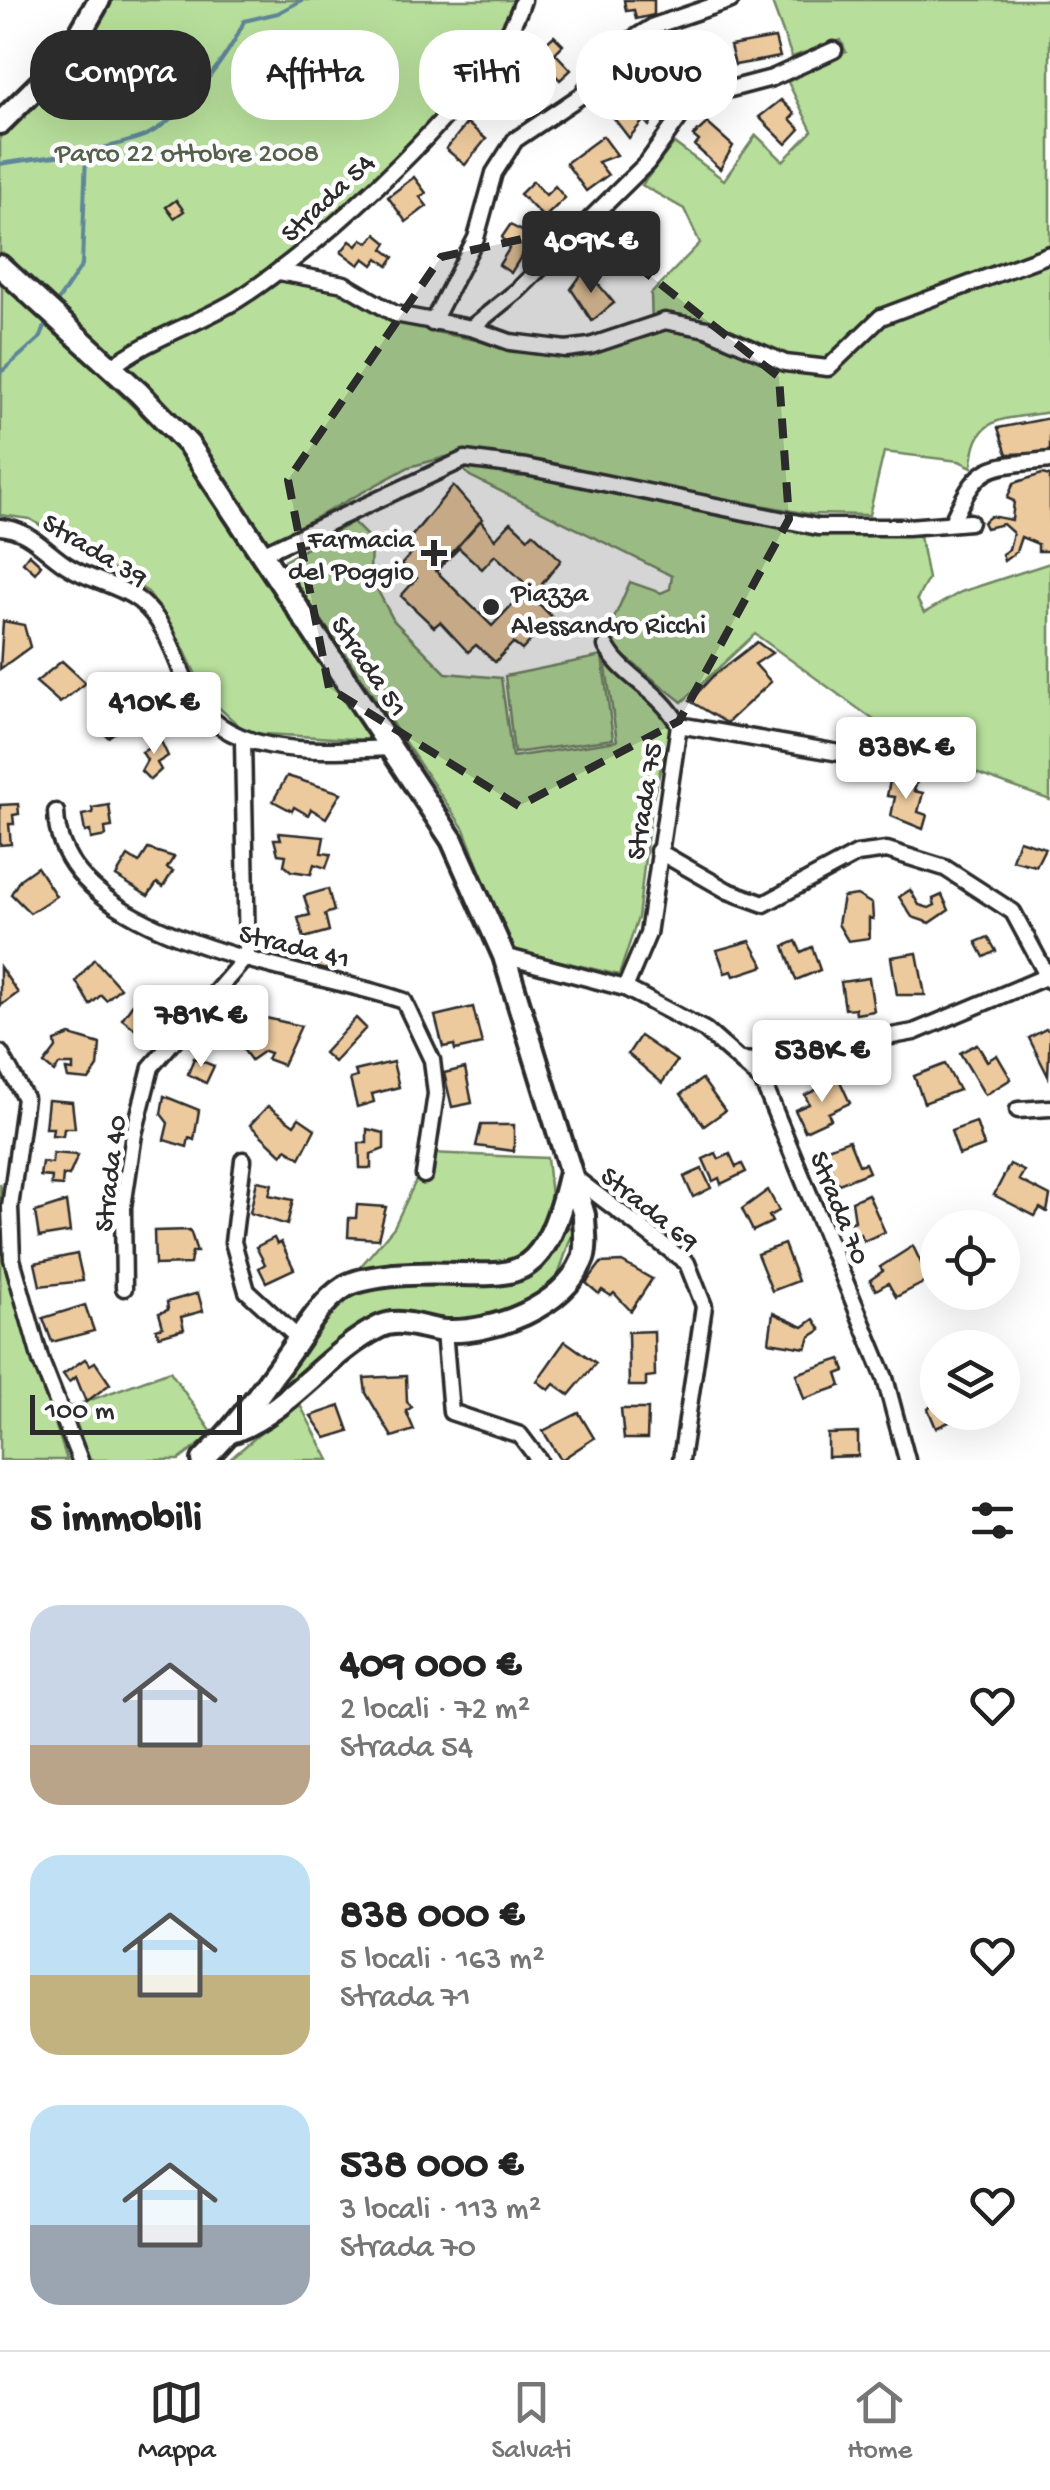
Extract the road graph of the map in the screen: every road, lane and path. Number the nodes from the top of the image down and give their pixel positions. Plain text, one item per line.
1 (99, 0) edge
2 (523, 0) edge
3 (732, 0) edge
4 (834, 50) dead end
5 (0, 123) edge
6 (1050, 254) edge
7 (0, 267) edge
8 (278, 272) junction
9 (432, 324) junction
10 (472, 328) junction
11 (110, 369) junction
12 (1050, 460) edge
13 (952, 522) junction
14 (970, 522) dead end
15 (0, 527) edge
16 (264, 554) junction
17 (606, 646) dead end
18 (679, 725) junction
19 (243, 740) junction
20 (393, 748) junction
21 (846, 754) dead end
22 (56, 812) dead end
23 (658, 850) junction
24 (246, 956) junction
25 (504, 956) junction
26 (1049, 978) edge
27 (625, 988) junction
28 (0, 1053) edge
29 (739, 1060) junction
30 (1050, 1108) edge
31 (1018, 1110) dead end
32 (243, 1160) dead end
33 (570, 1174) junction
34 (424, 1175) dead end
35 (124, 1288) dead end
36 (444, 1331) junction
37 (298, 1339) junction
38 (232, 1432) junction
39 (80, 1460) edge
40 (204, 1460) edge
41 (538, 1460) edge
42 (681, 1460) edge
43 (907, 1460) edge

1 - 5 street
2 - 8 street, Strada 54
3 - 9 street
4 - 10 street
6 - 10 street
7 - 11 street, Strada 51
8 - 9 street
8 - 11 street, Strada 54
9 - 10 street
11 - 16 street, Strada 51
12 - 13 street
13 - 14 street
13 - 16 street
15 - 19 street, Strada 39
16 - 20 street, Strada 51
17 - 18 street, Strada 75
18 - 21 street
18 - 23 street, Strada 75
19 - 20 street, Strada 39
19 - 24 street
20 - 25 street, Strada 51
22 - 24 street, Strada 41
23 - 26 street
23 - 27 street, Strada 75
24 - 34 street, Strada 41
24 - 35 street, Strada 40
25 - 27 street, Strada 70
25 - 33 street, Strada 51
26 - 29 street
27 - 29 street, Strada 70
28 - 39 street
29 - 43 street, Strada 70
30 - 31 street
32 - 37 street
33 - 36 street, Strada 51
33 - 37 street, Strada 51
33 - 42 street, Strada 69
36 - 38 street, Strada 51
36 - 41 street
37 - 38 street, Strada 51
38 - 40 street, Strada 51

...

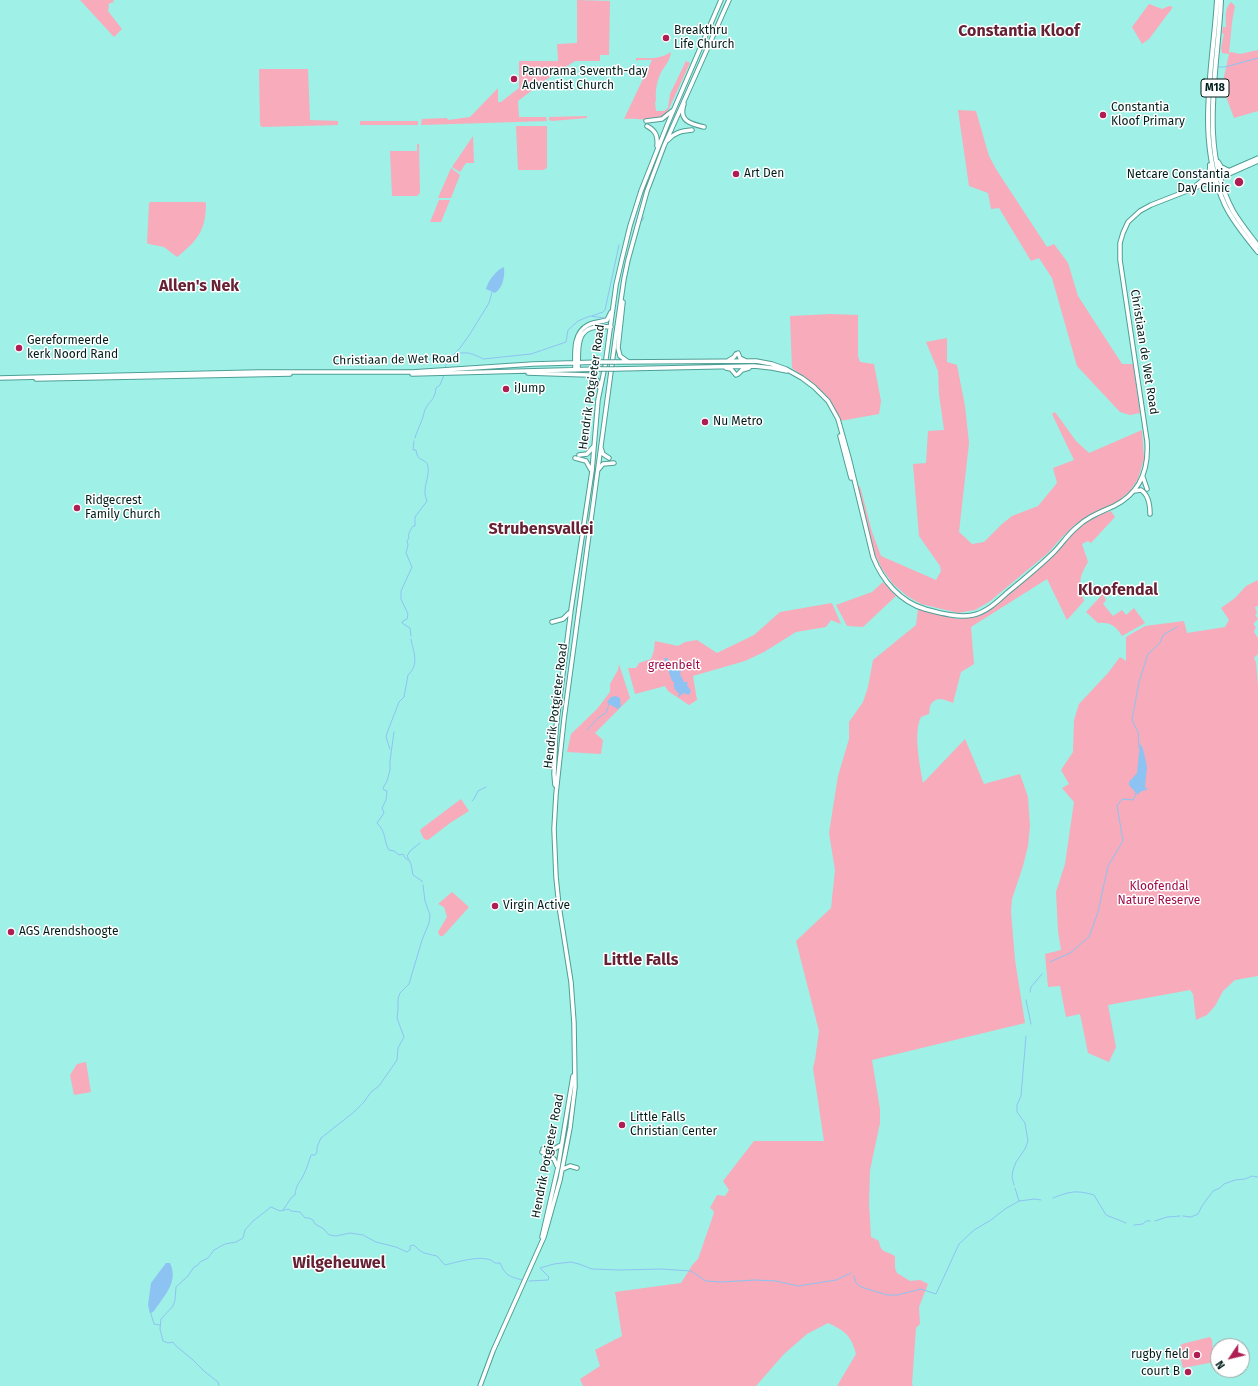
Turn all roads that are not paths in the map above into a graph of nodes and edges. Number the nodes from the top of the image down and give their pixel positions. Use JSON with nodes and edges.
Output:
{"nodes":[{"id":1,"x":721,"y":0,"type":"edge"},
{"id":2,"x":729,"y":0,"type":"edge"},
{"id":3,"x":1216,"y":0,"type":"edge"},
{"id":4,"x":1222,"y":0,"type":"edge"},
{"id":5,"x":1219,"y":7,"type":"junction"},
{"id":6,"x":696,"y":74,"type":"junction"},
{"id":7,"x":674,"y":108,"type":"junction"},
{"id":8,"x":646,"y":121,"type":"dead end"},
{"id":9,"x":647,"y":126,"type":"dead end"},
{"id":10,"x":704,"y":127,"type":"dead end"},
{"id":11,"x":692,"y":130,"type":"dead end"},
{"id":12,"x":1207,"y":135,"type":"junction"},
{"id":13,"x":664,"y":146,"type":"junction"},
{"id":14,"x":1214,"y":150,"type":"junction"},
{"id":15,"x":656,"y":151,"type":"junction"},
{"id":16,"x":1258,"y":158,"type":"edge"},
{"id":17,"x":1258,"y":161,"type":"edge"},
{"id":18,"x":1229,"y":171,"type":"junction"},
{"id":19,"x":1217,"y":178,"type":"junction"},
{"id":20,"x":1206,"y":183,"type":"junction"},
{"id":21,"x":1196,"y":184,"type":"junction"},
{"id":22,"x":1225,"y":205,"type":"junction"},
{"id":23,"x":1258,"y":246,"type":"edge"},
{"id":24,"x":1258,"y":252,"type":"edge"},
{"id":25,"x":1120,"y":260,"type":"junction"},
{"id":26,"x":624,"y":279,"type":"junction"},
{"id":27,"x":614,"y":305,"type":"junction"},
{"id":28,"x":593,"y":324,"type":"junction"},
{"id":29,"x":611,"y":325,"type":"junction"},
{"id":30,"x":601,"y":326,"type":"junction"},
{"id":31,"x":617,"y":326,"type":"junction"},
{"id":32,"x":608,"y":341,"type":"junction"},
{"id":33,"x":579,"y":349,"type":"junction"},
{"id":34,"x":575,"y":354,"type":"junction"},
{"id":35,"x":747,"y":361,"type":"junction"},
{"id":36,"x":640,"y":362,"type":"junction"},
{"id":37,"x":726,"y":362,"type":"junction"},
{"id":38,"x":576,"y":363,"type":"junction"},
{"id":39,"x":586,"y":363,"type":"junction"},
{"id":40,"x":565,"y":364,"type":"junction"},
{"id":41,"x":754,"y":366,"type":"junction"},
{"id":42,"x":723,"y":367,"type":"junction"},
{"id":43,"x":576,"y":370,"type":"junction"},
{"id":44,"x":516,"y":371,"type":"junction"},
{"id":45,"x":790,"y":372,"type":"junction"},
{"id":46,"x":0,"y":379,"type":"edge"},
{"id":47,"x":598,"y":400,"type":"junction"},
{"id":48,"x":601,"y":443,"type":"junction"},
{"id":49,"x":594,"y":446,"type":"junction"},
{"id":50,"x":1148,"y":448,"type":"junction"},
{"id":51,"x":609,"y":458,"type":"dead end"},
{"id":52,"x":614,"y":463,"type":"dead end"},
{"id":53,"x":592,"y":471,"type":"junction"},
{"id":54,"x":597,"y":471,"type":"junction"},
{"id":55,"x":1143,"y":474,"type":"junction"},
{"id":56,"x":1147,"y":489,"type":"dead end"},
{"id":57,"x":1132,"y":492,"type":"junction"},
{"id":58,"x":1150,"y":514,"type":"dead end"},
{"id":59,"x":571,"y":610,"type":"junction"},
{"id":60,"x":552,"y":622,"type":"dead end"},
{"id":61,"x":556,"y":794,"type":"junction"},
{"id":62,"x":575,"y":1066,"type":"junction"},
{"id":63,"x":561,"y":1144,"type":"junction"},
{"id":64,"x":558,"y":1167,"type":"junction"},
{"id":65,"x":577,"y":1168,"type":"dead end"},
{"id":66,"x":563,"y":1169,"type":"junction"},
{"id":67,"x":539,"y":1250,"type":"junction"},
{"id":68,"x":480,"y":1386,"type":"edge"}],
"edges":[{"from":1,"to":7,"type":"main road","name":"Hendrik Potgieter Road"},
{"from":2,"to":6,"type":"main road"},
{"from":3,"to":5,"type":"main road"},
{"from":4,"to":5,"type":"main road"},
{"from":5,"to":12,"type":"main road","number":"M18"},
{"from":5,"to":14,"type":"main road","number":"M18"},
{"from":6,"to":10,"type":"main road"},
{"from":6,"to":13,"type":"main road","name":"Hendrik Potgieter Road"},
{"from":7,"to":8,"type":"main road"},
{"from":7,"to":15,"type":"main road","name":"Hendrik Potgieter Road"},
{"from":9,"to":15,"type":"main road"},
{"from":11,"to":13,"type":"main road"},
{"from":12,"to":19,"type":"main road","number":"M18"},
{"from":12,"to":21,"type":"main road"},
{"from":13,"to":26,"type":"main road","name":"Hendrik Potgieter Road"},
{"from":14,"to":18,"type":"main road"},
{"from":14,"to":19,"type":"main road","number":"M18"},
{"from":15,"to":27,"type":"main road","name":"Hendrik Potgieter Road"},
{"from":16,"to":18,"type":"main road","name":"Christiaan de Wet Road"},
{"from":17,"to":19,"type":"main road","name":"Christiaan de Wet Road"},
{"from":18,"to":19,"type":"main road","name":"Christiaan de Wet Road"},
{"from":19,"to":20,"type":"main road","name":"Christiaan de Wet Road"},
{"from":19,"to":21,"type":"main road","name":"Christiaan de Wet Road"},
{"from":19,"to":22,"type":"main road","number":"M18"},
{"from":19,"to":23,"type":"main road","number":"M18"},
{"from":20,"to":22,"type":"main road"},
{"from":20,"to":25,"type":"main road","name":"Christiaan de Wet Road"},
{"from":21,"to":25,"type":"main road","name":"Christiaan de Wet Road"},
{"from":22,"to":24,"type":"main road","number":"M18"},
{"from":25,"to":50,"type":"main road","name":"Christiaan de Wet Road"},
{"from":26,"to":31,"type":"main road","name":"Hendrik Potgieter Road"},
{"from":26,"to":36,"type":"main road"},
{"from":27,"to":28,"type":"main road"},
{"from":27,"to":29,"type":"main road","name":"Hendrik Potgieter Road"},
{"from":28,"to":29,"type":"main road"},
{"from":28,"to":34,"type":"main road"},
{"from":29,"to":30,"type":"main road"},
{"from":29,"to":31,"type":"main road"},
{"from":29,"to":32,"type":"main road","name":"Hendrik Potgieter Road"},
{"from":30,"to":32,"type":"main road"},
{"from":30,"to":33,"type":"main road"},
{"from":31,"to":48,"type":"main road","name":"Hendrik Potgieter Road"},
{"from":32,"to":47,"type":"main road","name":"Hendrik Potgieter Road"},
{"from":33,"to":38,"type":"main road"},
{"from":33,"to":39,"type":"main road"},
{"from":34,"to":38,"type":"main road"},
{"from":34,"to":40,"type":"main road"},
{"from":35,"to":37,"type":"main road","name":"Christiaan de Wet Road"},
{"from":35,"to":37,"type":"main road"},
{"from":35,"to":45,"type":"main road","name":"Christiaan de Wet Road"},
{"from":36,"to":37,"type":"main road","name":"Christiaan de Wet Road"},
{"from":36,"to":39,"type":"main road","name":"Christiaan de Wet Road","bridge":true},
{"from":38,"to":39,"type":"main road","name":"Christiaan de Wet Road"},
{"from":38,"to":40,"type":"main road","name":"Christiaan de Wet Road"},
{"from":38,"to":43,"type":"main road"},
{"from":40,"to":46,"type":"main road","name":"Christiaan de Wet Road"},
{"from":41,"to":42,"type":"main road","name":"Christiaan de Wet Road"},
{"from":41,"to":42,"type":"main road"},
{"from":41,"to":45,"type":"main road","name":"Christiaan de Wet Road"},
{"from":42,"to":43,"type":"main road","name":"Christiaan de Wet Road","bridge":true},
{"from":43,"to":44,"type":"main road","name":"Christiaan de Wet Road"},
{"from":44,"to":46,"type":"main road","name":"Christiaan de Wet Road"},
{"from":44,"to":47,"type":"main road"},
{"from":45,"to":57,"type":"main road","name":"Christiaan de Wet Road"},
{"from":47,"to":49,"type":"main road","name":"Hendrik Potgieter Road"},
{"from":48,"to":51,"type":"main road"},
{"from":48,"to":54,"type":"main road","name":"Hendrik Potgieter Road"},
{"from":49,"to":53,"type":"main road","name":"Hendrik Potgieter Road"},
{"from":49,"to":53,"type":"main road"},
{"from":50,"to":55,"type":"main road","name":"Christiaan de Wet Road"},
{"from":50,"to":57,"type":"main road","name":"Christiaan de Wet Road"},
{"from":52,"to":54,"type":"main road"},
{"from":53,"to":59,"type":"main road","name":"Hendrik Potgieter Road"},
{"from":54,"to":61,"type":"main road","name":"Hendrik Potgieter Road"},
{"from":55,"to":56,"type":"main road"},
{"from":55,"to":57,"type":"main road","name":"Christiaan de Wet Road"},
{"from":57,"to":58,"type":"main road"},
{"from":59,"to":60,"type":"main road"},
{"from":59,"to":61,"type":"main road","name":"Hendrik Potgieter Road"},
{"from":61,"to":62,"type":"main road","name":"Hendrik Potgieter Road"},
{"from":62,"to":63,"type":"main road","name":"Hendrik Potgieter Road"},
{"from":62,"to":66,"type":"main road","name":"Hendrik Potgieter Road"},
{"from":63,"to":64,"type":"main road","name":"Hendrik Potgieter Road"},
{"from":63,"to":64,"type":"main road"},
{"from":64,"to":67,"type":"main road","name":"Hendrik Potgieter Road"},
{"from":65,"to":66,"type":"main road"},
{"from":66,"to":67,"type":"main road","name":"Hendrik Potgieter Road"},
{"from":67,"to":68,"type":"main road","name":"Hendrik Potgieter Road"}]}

...

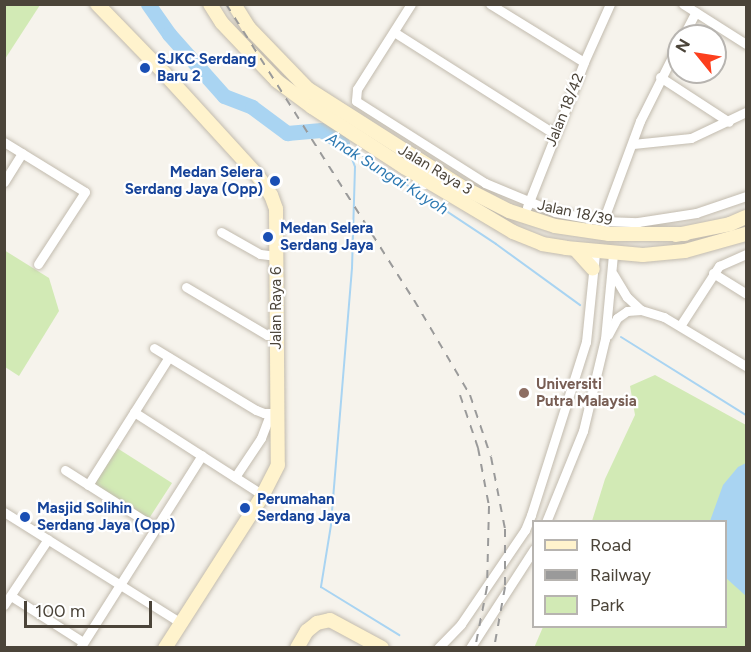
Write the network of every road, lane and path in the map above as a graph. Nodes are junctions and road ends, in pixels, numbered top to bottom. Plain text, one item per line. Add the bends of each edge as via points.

WORK REQUEST | Pull out all lines from the listing that contain the string "above".

ANSWER TO THIS PROBLEM |
Turn all roads that are not paths in the map above into a graph of nodes and edges. Number the nodes from the top of the image down and give their pixel positions. Use JSON with nodes and edges.
Write the network of every road, lane and path in the map above as a graph. Nodes are junctions and road ends, in pixels, numbered top to bottom. Plain text, one item per line. Add the bends of each edge as via points.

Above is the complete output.